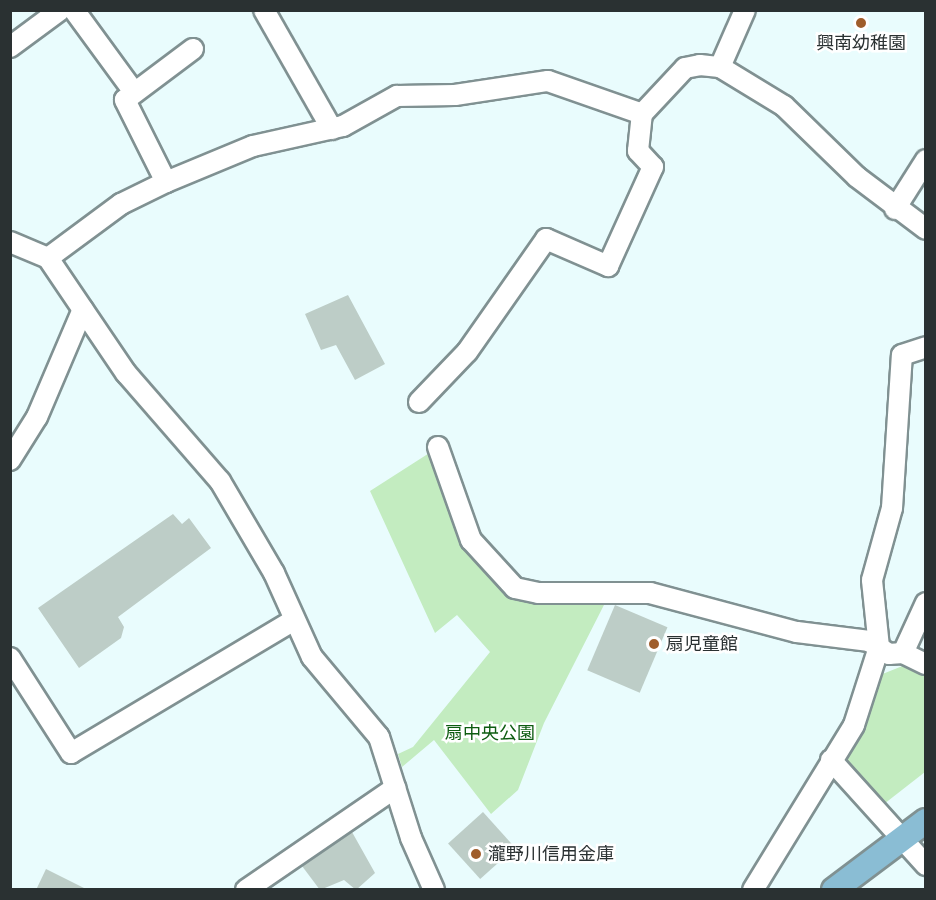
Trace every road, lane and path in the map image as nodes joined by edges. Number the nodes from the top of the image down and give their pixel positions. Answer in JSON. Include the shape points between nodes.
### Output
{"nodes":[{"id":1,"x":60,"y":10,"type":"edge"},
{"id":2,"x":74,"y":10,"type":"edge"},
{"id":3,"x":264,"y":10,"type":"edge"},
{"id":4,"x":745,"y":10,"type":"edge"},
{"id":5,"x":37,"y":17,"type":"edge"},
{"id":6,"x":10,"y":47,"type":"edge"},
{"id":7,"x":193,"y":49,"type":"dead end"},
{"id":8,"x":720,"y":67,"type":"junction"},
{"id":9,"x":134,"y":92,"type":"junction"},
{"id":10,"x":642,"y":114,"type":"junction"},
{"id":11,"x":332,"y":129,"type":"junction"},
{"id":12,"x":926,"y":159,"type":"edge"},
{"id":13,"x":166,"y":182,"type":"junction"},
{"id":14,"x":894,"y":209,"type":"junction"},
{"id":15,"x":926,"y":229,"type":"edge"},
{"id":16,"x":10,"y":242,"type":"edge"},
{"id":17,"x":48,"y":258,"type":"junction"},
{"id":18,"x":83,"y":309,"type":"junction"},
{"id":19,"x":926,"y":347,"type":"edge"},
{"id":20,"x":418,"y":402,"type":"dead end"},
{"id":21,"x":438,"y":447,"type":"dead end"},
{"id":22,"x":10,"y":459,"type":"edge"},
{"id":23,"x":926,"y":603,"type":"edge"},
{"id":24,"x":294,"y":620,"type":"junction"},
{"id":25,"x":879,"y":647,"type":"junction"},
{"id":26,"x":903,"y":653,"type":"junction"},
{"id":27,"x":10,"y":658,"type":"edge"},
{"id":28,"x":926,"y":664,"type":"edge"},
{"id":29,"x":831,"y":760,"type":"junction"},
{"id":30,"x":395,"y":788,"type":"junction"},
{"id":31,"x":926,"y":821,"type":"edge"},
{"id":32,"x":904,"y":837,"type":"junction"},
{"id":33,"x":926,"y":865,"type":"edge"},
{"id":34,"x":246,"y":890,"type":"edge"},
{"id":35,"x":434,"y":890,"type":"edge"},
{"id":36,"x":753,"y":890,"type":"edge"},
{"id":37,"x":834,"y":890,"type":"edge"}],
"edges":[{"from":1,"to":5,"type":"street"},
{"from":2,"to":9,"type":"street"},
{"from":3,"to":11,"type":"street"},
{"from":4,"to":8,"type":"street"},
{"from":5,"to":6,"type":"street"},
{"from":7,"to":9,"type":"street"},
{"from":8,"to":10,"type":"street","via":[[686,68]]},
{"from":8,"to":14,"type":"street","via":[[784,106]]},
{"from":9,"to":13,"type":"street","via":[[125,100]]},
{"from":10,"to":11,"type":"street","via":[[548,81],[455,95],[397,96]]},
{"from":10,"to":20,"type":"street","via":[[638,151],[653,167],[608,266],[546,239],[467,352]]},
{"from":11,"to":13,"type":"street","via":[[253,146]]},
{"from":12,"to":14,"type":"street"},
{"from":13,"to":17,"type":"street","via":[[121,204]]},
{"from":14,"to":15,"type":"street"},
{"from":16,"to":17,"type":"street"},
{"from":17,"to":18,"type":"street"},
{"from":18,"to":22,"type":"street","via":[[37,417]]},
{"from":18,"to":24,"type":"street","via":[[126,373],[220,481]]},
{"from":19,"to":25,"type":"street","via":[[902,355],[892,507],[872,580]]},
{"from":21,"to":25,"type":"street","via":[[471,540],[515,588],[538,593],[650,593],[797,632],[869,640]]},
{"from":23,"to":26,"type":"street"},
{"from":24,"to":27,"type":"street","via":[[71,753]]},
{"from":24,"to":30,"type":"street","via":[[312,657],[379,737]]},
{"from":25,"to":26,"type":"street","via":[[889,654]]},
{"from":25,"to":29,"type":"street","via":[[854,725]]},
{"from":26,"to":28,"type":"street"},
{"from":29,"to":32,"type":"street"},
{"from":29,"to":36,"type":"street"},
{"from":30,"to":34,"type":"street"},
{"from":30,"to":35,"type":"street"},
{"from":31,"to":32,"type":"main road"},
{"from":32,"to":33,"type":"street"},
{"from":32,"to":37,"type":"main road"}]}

◆ **WHAT IS EXPECTED**: Look through the entries above and report each line where the string "road" occurs.

◆ **PROBLEM SOLUTION**:
Trace every road, lane and path in the map image as nodes joined by edges. Number the nodes from the top of the image down and give their pixel positions. Answer in JSON. Include the shape points between nodes.
{"from":31,"to":32,"type":"main road"},
{"from":32,"to":37,"type":"main road"}]}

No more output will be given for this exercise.